When working with these software tools, consider the following tips:

  • Separate issues in the (technical) setup from issues in the data, so try the tool on known (test) data first.

  • Garbage in, garbage out! Therefore, perform rigorous quality control on the input data, e.g. using https://github.com/PanUtils/pantools-qc-pipeline.

  • Start small, e.g. 10-50 bacterial genomes or 3-10 eukaryotic genomes, before scaling up.

PanTools

PanTools (https://git.wur.nl/bioinformatics/pantools) is a software package for pangenome construction and analysis. It works across the tree of life, from small viruses to large plant, animal, or human genomes. Because it is not alignment based, but employs a compacted De Bruijn Graph (cDBG) it works over large(r) evolutionary distances, e.g. at species, genus or family level.

PanUtils

We have been working on several pangenome utilities, collected in https://github.com/PanUtils. The repository currently contains three pipelines: one for quality control, one for pangenome construction and one for analysis and preparing a PanVA instance.

Quality control pipeline

This is a Snakemake pipeline that can be used for running quality control on the data. We highly recommend this pipeline for checking your files, as annotation files can be very tricky to work with (and therefore sometimes cause issues for tools like PanTools). This pipeline can be found at https://github.com/PanUtils/pantools-qc-pipeline which includes a README on how to install and run it. In summary, one needs to create a conda environment with the most recent version of Snakemake (at the moment of writing this is 8.25.5). Please follow the instructions on which configuration to set and where all files should be placed.

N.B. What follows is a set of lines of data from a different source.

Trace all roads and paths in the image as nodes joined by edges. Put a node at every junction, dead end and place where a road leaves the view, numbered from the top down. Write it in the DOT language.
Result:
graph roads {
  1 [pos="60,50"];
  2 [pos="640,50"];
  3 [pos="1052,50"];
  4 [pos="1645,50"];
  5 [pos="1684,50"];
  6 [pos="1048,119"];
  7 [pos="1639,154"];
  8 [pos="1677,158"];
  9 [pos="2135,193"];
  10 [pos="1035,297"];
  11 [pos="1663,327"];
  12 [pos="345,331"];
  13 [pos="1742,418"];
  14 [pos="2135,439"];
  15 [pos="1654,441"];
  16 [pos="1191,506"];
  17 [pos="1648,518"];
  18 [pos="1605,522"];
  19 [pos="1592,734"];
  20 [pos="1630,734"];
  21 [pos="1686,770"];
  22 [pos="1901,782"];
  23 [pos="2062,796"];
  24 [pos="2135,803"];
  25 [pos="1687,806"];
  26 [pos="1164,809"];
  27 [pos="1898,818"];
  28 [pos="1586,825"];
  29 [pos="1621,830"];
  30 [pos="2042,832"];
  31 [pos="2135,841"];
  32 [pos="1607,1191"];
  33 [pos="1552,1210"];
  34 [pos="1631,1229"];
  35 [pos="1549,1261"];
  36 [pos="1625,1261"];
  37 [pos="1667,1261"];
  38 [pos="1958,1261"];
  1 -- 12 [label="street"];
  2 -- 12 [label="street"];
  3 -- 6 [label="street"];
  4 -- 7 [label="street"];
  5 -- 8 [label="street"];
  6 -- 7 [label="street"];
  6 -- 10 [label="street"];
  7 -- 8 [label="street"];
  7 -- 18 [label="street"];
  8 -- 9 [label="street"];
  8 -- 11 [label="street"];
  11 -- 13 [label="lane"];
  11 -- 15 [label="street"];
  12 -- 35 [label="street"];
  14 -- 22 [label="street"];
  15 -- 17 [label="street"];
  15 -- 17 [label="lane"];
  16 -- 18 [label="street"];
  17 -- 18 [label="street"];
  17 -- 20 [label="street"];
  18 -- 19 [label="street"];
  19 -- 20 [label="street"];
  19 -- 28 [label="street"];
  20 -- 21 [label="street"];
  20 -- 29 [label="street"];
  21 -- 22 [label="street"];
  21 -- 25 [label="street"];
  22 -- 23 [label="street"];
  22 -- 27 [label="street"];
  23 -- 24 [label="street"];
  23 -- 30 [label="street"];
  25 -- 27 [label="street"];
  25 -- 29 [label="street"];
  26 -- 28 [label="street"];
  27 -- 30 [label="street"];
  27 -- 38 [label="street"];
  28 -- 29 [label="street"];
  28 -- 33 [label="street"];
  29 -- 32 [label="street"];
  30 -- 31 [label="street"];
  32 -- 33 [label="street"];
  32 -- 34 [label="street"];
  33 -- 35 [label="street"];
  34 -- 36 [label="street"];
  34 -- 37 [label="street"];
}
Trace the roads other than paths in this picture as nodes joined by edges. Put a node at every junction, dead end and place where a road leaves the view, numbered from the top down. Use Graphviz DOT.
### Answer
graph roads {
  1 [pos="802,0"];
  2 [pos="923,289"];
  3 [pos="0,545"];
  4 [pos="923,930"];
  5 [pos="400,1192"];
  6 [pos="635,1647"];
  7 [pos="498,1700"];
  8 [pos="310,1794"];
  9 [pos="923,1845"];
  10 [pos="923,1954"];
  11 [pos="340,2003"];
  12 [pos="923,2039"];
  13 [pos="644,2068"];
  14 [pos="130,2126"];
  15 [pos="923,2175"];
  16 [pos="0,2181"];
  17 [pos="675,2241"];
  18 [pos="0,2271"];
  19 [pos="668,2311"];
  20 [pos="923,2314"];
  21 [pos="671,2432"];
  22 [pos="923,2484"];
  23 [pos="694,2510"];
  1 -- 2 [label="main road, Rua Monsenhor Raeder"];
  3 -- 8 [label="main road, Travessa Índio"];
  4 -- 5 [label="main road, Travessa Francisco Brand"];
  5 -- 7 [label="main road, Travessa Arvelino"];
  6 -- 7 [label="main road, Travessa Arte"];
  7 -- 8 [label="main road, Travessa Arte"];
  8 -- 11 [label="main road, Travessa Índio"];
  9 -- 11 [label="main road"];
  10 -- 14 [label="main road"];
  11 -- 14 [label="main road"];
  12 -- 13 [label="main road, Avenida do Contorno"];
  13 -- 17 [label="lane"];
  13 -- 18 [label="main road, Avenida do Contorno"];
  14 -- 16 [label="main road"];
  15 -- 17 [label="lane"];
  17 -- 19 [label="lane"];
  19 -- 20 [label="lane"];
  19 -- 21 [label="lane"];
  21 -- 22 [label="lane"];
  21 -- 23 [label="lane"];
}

The pipeline has four different workflows:

  • raw_statistics: creates an overview of the statistics of the input data

  • filter: can be used for filtering genome and annotation files

  • proteins: creates protein files including statistics

  • functions: creates functional annotations for all proteins in the protein files

PanTools v4 pipeline

The PanTools Snakemake pipeline runs through all major PanTools functionalities. You can use this pipeline for inspiration on what can be done with PanTools or to actually run PanTools. Please see https://github.com/PanUtils/pantools-pipeline-v4 for the code, including README that summarizes how to install, configure and run it.

Warning

It is not recommended to use this pipeline with new experimental data; adjustments to data and PanTools command settings might have to be made during the process, for which this pipeline lacks the flexibility.

The pipeline has three different workflows:

  • all_panproteome: runs through all major PanTools functionalities available for a panproteome

  • all_pangenome: runs through all major PanTools functionalities available for a pangenome

  • panva: runs all PanTools functions necessary to set up a PanVA instance

PanVA conversion

If one has already created a pangenome database with PanTools that needs to be converted to the data structure necessary for setting up a PanVA instance, please use this repository: https://github.com/PanUtils/export-to-panva. It contains a README on how to install and run it. In summary, one needs to create an environment using mamba from a predefined YAML file, configure settings in a config.ini file and then run the python script which takes the config.ini as input.

PanBrowse

We work on visualization methods for (interactive) visualization of complex pangenomes. PanBrowse (https://github.com/PanBrowse) is where we host the visualization applications.

PanVA

PanVA is a web application allowing users to visually and interatively explore sequence variants in pangenomes (generated by PanTools). It provides context for these variants by displaying their corresponding annotations, phylogenetic and phenotypic information.